Work to live or die of starvation?

Some days back a whistle was blown on violation of child labour Act. I have lots of thought on it, which I voice here before my gentle readers.
Financial desperation of starving parents compels them to sell their children so that their progeny survives. Some parents give them to strangers who they believe, are better able to look after them. Many feel that foreigners are better equipped to take care of their children and so they hand over their children to ‘firengies’ (foreigners). Many of these innocent children end up as labourers in factories, hotels and homes. The demand for child labour has immensely increased because they are cheap labour for odd jobs in factories; as dishwashers in hotels and second line helpers in homes.
The reason for increase in demand as helpers in homes is because the end of one thing causes the beginning of something else. Take for example the ‘Joint family system’, which is ebbing like the low tide of the Arabian Sea is due to mushrooming of ‘Nuclear families’. The need for child labour on the domestic front is due to absence of grandparents in nuclear homes or as secondary family support in houses. The supply for such domestic help is met by middlemen.
Although child labour, whether domestic or bonded, is abolished in India by Child Labour Prohibition and Regulation Act, it still exists.
All ministries should probe to know the ground realities and rehabilitate the child workers by infusing warmth in their life and defusing their burden of labour. There are millions of children who are forced by economic circumstances into conditions of slavery and sexual abuse, this problem should be solved.

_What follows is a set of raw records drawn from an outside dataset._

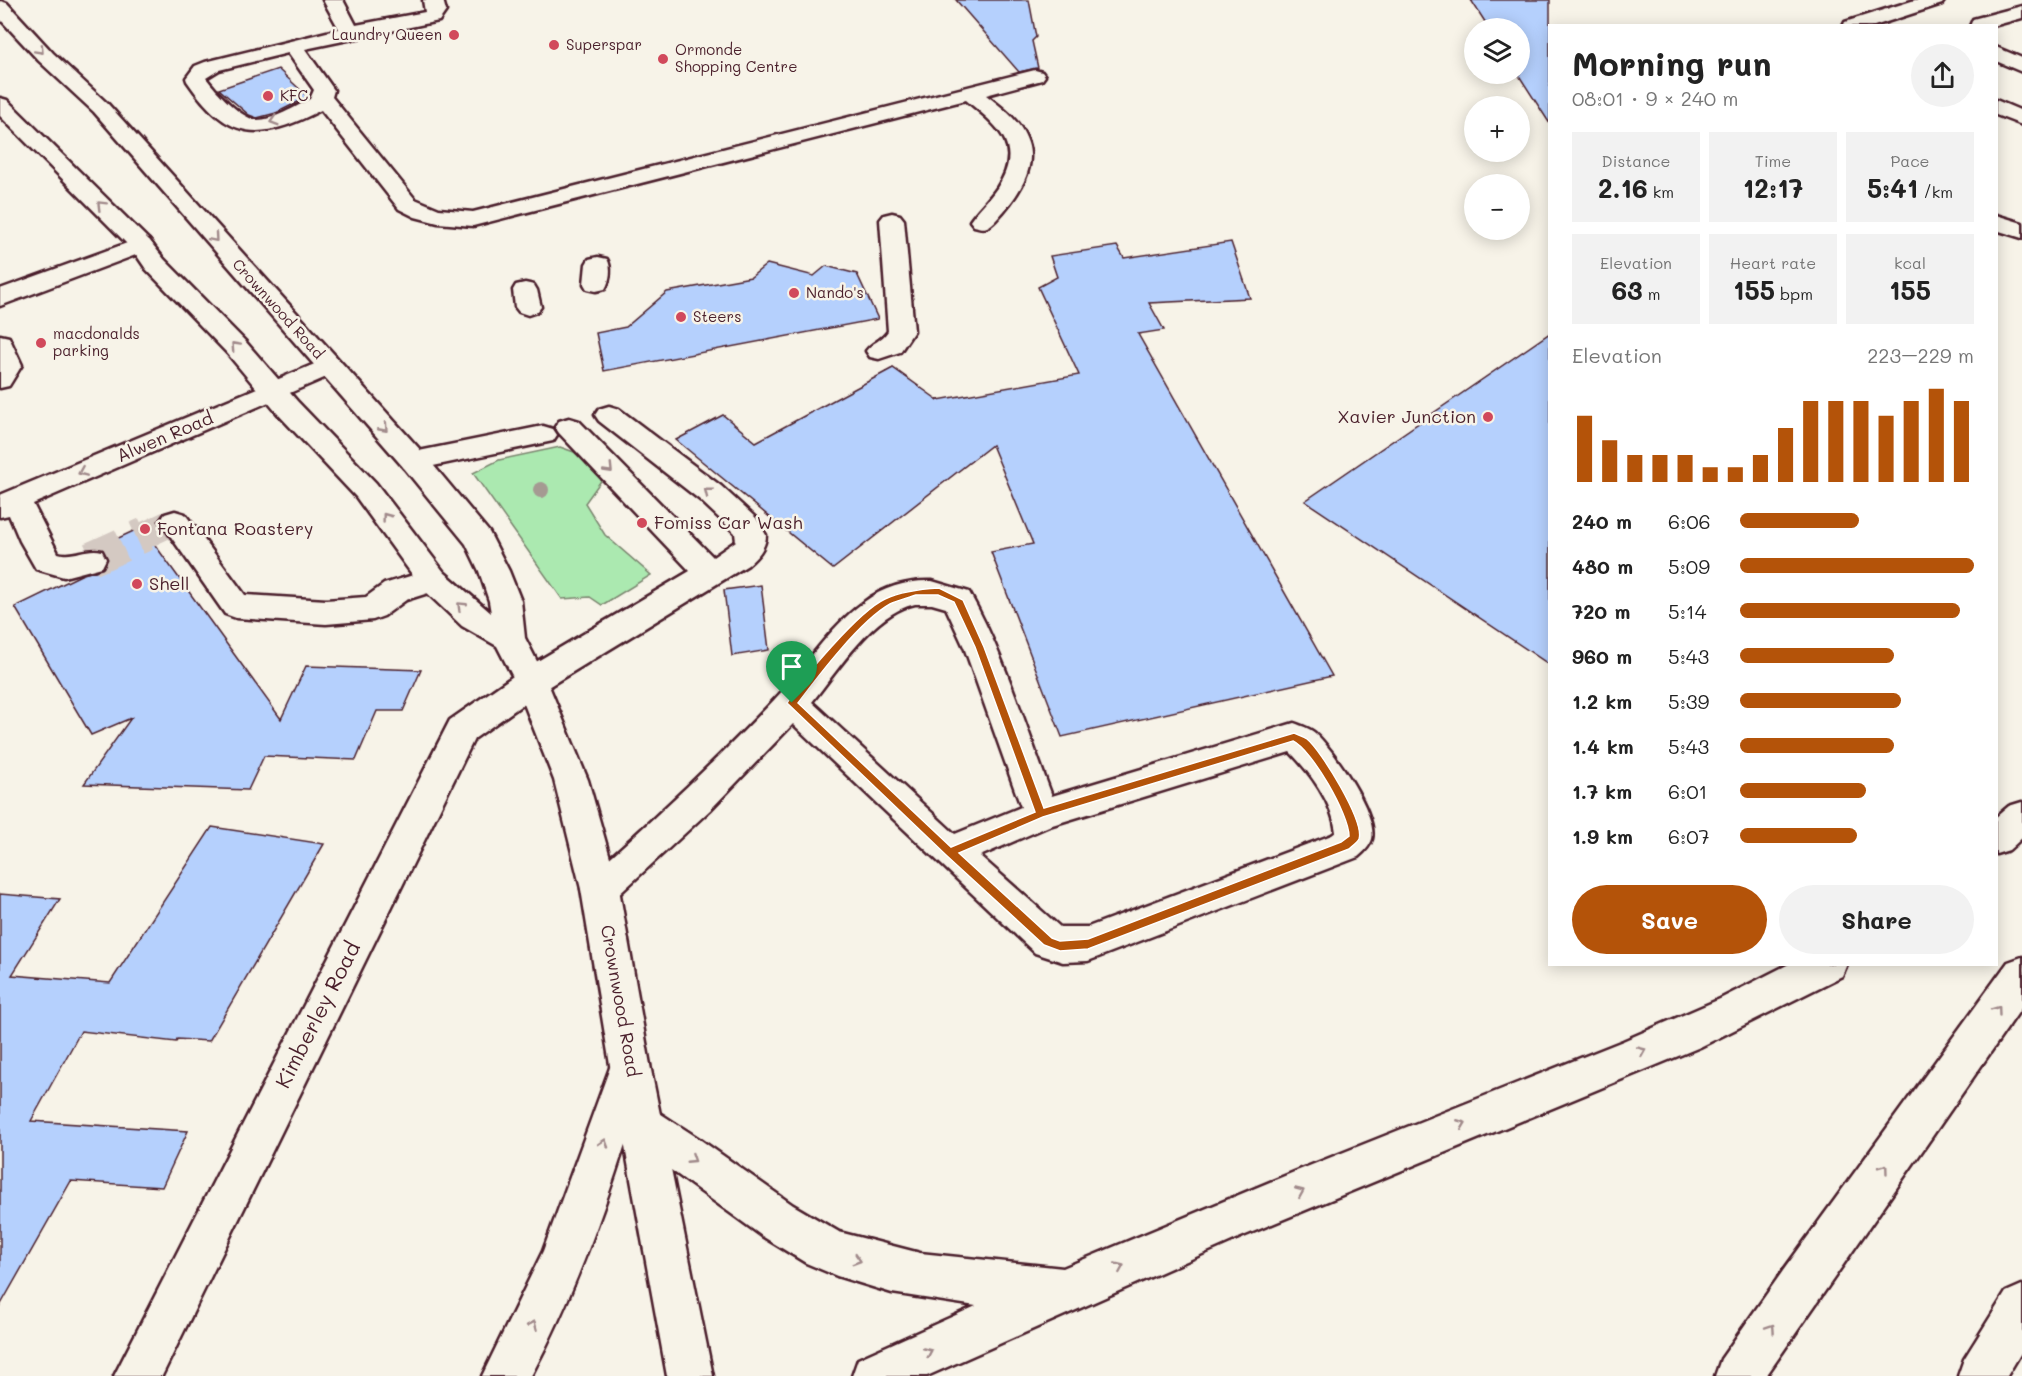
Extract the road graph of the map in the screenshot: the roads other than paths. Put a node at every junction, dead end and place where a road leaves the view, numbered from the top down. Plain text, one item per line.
1 (333, 0) edge
2 (433, 0) edge
3 (1935, 0) edge
4 (0, 7) edge
5 (2022, 12) edge
6 (1858, 24) edge
7 (1980, 24) edge
8 (350, 32) junction
9 (292, 45) junction
10 (1998, 54) edge
11 (2021, 66) edge
12 (1035, 76) dead end
13 (971, 93) junction
14 (322, 98) junction
15 (0, 104) edge
16 (1998, 107) edge
17 (2022, 119) edge
18 (892, 220) dead end
19 (982, 220) dead end
20 (1998, 223) edge
21 (2022, 231) edge
22 (141, 245) junction
23 (0, 298) edge
24 (0, 343) edge
25 (879, 351) dead end
26 (322, 358) junction
27 (0, 380) edge
28 (267, 381) junction
29 (609, 415) dead end
30 (414, 461) junction
31 (6, 497) edge
32 (175, 521) dead end
33 (91, 559) tunnel mouth
34 (710, 573) junction
35 (433, 580) junction
36 (509, 638) junction
37 (531, 681) junction
38 (792, 703) junction
39 (1041, 814) junction
40 (2022, 817) edge
41 (1998, 837) edge
42 (950, 852) junction
43 (600, 889) junction
44 (1824, 966) edge
45 (2022, 975) edge
46 (630, 1065) junction
47 (643, 1127) junction
48 (1066, 1290) junction
49 (2022, 1308) edge
50 (137, 1376) edge
51 (505, 1376) edge
52 (690, 1376) edge
53 (875, 1376) edge
54 (1738, 1376) edge
55 (1982, 1376) edge

1 - 8 main road
2 - 8 main road
3 - 6 main road
4 -> 26 main road, Crownwood Road
5 - 7 main road
8 - 9 main road
9 - 14 main road
14 -> 9 main road
10 - 11 main road
12 - 13 main road
13 - 14 main road
13 - 19 main road
22 -> 15 main road
16 - 17 main road
18 - 25 main road
20 - 21 main road
22 - 23 main road
28 -> 22 main road
24 - 27 main road
26 - 28 main road, Alwen Road
26 -> 30 main road, Crownwood Road
28 - 31 main road, Alwen Road
35 -> 28 main road
34 -> 29 main road, Kimberley Road
30 -> 34 main road
30 - 36 main road, Crownwood Road
31 - 33 main road
32 - 35 main road
34 - 37 main road, Kimberley Road
36 -> 35 main road
36 - 37 main road, Crownwood Road
37 - 43 main road, Crownwood Road
37 - 50 main road, Kimberley Road
38 - 39 main road
38 - 42 main road
38 - 43 main road
39 - 42 main road
39 - 42 main road
40 - 41 main road
43 - 46 main road, Crownwood Road
48 -> 44 main road
54 -> 45 main road
46 - 47 main road, Crownwood Road
51 -> 46 main road
47 -> 48 main road
47 - 52 main road, Crownwood Road
53 -> 48 main road
49 - 55 main road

Today, we need to feel the whole world is our family. Religion of the heart must be spontaneous response to people in need. We should have empathy – the ability to understand victim’s pain in our heart.
Activists say that there has been little progress in curbing child labour since its ban. This is because the official attitude towards the social evil of child labour is turning a blind eye. It’s taken as part of life. So, the state remains powerless to help millions of children who are under the yoke of ‘child labour’.
Therefore, many ask, should the starving and unwanted children be allowed to starve to death without employment, without adoption and giving them to strangers for safekeeping, until the government is fully equipped to accommodate them till they attain the age required for employment, or till the government acts as the genuine middleman – a good Samaritan, to eliminate these corrupt practices of child labour? Until then, to whom should the unwanted and starving children, be given? Should they work to live or die of starvation?